[[ GIVEN DATA open ]]

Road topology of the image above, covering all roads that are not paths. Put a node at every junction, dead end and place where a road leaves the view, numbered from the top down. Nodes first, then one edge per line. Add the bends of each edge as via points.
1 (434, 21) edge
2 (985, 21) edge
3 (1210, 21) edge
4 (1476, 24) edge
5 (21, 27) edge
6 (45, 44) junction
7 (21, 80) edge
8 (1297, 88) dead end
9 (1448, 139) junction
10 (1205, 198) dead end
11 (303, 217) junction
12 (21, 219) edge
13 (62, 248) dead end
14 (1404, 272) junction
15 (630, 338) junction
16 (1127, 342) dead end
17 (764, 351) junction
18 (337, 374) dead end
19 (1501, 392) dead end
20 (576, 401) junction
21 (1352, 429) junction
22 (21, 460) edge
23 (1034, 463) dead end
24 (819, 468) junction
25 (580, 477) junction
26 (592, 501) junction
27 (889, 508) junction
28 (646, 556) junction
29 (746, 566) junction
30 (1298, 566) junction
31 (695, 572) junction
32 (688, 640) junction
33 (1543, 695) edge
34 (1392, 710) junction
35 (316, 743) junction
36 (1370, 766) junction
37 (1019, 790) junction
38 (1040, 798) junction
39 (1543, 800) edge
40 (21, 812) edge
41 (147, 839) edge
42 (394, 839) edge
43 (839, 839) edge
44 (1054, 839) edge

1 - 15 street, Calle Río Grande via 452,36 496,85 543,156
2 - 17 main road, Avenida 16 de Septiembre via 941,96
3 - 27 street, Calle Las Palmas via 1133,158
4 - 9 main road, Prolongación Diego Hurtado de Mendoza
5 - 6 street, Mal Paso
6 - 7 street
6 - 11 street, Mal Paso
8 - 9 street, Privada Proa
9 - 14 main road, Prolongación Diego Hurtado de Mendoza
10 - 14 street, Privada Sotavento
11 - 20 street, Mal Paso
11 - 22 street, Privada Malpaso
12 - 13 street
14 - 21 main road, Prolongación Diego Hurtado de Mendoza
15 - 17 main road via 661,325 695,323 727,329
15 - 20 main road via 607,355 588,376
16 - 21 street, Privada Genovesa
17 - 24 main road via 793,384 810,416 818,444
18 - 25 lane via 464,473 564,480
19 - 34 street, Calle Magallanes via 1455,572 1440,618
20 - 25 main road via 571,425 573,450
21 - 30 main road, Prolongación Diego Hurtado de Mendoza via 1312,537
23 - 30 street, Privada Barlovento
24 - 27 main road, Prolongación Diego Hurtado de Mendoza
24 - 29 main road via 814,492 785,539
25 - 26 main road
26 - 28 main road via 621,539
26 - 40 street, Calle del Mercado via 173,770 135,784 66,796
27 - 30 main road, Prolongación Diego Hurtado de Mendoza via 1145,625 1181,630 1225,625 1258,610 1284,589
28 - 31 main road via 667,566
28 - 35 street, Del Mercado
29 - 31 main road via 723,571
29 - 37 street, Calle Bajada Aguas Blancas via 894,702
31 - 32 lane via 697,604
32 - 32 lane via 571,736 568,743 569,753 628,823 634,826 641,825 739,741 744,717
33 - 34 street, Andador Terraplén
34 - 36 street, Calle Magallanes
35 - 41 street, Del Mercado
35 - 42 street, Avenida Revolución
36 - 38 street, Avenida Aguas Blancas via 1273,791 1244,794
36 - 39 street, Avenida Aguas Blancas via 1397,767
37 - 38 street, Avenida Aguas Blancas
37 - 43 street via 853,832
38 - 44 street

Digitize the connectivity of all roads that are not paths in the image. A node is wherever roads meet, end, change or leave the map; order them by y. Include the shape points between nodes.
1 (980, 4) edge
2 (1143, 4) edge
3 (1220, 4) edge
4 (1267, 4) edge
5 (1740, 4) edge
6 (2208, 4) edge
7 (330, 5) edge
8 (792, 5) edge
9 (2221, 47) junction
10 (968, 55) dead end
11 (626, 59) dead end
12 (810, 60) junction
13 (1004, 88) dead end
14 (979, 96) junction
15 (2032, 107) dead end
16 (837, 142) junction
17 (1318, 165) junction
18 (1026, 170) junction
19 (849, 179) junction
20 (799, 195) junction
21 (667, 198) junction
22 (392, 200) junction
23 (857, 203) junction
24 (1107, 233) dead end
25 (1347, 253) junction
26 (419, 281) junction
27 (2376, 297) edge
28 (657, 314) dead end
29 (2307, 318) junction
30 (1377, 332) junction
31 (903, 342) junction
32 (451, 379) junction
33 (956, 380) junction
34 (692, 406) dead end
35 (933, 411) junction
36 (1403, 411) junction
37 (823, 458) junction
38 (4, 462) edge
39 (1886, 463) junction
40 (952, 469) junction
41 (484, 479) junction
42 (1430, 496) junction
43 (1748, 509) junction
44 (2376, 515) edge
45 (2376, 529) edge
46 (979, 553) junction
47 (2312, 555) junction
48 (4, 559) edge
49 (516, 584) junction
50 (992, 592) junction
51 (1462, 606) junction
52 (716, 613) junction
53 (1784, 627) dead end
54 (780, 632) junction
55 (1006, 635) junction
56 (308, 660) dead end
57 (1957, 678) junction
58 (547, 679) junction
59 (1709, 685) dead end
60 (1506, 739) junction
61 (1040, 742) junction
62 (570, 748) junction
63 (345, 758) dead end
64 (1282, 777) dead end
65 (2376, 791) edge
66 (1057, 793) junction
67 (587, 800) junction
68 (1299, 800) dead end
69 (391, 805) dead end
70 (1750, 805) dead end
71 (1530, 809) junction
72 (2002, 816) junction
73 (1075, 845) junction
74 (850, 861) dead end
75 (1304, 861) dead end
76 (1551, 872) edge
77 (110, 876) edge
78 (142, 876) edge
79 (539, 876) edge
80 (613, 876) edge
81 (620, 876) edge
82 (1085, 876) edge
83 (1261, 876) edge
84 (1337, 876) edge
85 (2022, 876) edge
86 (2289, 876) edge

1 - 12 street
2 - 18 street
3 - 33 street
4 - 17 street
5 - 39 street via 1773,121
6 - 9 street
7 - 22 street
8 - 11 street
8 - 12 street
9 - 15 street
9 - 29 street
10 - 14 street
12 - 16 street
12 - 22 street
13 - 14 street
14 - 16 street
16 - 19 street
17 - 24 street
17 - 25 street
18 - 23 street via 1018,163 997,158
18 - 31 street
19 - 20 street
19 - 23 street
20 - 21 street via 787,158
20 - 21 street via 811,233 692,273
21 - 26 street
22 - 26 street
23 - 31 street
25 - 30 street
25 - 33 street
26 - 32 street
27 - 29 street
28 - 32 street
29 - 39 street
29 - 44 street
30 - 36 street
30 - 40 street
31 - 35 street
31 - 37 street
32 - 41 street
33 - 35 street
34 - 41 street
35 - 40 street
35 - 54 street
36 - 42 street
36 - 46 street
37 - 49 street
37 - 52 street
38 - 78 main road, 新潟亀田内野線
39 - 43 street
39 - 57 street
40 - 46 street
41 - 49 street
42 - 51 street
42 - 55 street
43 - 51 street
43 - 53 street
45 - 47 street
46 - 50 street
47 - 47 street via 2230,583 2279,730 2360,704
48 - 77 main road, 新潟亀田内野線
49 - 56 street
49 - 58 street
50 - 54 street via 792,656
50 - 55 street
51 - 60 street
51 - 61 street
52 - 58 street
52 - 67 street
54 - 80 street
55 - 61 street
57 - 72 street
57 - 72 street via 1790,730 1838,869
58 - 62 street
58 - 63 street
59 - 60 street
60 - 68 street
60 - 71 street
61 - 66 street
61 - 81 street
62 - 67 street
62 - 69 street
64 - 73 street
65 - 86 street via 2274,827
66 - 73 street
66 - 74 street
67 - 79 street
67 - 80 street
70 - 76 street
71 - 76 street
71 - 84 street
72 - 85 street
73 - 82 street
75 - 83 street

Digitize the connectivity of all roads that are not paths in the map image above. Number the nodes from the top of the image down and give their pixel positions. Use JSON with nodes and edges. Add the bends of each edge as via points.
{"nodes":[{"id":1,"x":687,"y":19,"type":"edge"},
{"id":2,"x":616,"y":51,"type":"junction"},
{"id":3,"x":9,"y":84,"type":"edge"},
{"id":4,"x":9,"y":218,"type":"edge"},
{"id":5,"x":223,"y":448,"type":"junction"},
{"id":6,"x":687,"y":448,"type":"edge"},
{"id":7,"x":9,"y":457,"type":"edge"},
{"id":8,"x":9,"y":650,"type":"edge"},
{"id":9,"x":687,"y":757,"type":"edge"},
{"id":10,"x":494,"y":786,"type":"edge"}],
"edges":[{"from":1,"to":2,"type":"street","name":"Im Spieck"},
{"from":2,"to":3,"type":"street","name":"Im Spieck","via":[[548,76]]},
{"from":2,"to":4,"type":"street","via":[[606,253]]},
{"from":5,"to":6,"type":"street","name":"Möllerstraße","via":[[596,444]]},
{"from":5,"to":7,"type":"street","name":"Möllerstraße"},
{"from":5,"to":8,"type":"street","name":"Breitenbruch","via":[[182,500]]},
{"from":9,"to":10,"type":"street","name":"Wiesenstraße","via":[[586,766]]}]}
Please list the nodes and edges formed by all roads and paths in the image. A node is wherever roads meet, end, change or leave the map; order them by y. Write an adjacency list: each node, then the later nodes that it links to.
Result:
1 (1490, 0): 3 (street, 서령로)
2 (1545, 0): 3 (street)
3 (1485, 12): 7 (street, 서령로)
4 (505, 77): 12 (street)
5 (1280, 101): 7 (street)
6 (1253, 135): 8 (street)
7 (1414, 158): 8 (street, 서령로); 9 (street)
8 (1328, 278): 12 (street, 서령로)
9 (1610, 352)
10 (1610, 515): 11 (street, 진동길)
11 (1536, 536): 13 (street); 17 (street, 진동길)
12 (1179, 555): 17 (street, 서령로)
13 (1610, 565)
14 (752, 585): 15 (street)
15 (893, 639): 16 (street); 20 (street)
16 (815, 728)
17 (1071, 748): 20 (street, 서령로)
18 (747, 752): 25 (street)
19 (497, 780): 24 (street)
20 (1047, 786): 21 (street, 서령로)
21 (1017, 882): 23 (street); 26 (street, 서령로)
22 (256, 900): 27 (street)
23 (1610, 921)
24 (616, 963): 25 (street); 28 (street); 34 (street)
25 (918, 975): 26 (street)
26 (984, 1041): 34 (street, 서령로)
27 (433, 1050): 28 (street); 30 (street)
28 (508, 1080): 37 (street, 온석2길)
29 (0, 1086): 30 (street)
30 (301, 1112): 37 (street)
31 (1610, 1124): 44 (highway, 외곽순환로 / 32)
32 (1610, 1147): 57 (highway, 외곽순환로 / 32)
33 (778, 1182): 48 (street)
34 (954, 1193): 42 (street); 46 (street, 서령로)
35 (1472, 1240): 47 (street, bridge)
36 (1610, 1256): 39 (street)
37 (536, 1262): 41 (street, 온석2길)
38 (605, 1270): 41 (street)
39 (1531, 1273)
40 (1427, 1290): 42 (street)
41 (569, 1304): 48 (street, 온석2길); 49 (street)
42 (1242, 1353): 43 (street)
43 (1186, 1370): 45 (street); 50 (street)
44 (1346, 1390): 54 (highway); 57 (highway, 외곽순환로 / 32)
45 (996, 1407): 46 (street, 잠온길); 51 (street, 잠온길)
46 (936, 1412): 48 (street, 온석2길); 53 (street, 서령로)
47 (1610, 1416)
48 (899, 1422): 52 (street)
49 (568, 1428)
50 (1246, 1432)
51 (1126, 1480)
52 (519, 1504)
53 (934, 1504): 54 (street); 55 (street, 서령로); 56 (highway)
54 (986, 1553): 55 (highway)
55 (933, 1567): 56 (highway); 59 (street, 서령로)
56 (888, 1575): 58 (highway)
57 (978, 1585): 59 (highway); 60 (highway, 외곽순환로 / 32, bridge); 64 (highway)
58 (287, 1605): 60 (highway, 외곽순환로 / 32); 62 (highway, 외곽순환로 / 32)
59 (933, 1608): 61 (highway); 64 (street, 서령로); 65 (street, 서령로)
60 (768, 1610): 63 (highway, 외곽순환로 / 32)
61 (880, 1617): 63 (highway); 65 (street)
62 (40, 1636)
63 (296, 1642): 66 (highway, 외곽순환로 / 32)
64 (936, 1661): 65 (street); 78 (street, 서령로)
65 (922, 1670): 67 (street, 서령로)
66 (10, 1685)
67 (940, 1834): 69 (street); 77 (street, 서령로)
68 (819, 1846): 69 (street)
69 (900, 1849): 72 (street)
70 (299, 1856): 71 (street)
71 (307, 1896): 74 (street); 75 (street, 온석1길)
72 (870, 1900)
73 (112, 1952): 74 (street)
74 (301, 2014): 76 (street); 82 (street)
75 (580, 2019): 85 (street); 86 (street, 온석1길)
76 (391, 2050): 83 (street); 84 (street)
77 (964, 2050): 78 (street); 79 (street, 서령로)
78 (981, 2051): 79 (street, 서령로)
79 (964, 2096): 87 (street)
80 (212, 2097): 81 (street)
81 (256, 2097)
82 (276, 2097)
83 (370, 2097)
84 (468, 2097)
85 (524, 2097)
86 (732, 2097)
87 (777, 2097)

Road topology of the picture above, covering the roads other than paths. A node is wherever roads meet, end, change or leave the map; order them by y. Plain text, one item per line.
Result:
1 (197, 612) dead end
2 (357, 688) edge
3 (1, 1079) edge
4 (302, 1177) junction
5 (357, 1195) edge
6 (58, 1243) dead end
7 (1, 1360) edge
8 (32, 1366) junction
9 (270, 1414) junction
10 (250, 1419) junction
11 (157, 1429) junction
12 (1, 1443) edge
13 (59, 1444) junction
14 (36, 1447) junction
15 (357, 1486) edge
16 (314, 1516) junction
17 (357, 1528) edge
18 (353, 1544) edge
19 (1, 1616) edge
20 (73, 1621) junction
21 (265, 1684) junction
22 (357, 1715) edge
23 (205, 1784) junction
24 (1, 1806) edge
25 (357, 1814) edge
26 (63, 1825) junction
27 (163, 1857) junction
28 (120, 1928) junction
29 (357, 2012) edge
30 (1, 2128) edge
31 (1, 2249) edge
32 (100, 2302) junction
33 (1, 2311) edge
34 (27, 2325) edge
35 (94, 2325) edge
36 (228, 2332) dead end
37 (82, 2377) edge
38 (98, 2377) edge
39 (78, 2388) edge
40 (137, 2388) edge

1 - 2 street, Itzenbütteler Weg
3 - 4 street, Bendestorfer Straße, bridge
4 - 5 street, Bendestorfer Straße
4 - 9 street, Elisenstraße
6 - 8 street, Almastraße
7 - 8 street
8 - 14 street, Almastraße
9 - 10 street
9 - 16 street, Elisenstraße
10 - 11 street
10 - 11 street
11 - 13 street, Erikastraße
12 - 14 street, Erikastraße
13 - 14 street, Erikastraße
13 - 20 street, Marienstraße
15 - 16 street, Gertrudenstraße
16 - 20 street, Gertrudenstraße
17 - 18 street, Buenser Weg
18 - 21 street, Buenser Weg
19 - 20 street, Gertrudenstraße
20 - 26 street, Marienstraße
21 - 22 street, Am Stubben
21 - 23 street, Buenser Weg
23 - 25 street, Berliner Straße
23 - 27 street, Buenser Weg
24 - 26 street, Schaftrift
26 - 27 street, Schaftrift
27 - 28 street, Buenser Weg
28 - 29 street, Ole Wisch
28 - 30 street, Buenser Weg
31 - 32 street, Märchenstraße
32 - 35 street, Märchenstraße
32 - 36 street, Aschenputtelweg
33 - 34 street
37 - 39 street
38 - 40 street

[[ GIVEN DATA closed ]]

§ WHAT YOU HAVE TO DO: For this exercise, please output exactly the lines above starting at the line with "the map image" and ending at the line with "Please list the", ends included.

§ RESPONSE TO THIS EXERCISE:
Digitize the connectivity of all roads that are not paths in the map image above. Number the nodes from the top of the image down and give their pixel positions. Use JSON with nodes and edges. Add the bends of each edge as via points.
{"nodes":[{"id":1,"x":687,"y":19,"type":"edge"},
{"id":2,"x":616,"y":51,"type":"junction"},
{"id":3,"x":9,"y":84,"type":"edge"},
{"id":4,"x":9,"y":218,"type":"edge"},
{"id":5,"x":223,"y":448,"type":"junction"},
{"id":6,"x":687,"y":448,"type":"edge"},
{"id":7,"x":9,"y":457,"type":"edge"},
{"id":8,"x":9,"y":650,"type":"edge"},
{"id":9,"x":687,"y":757,"type":"edge"},
{"id":10,"x":494,"y":786,"type":"edge"}],
"edges":[{"from":1,"to":2,"type":"street","name":"Im Spieck"},
{"from":2,"to":3,"type":"street","name":"Im Spieck","via":[[548,76]]},
{"from":2,"to":4,"type":"street","via":[[606,253]]},
{"from":5,"to":6,"type":"street","name":"Möllerstraße","via":[[596,444]]},
{"from":5,"to":7,"type":"street","name":"Möllerstraße"},
{"from":5,"to":8,"type":"street","name":"Breitenbruch","via":[[182,500]]},
{"from":9,"to":10,"type":"street","name":"Wiesenstraße","via":[[586,766]]}]}
Please list the nodes and edges formed by all roads and paths in the image. A node is wherever roads meet, end, change or leave the map; order them by y. Write an adjacency list: each node, then the later nodes that it links to.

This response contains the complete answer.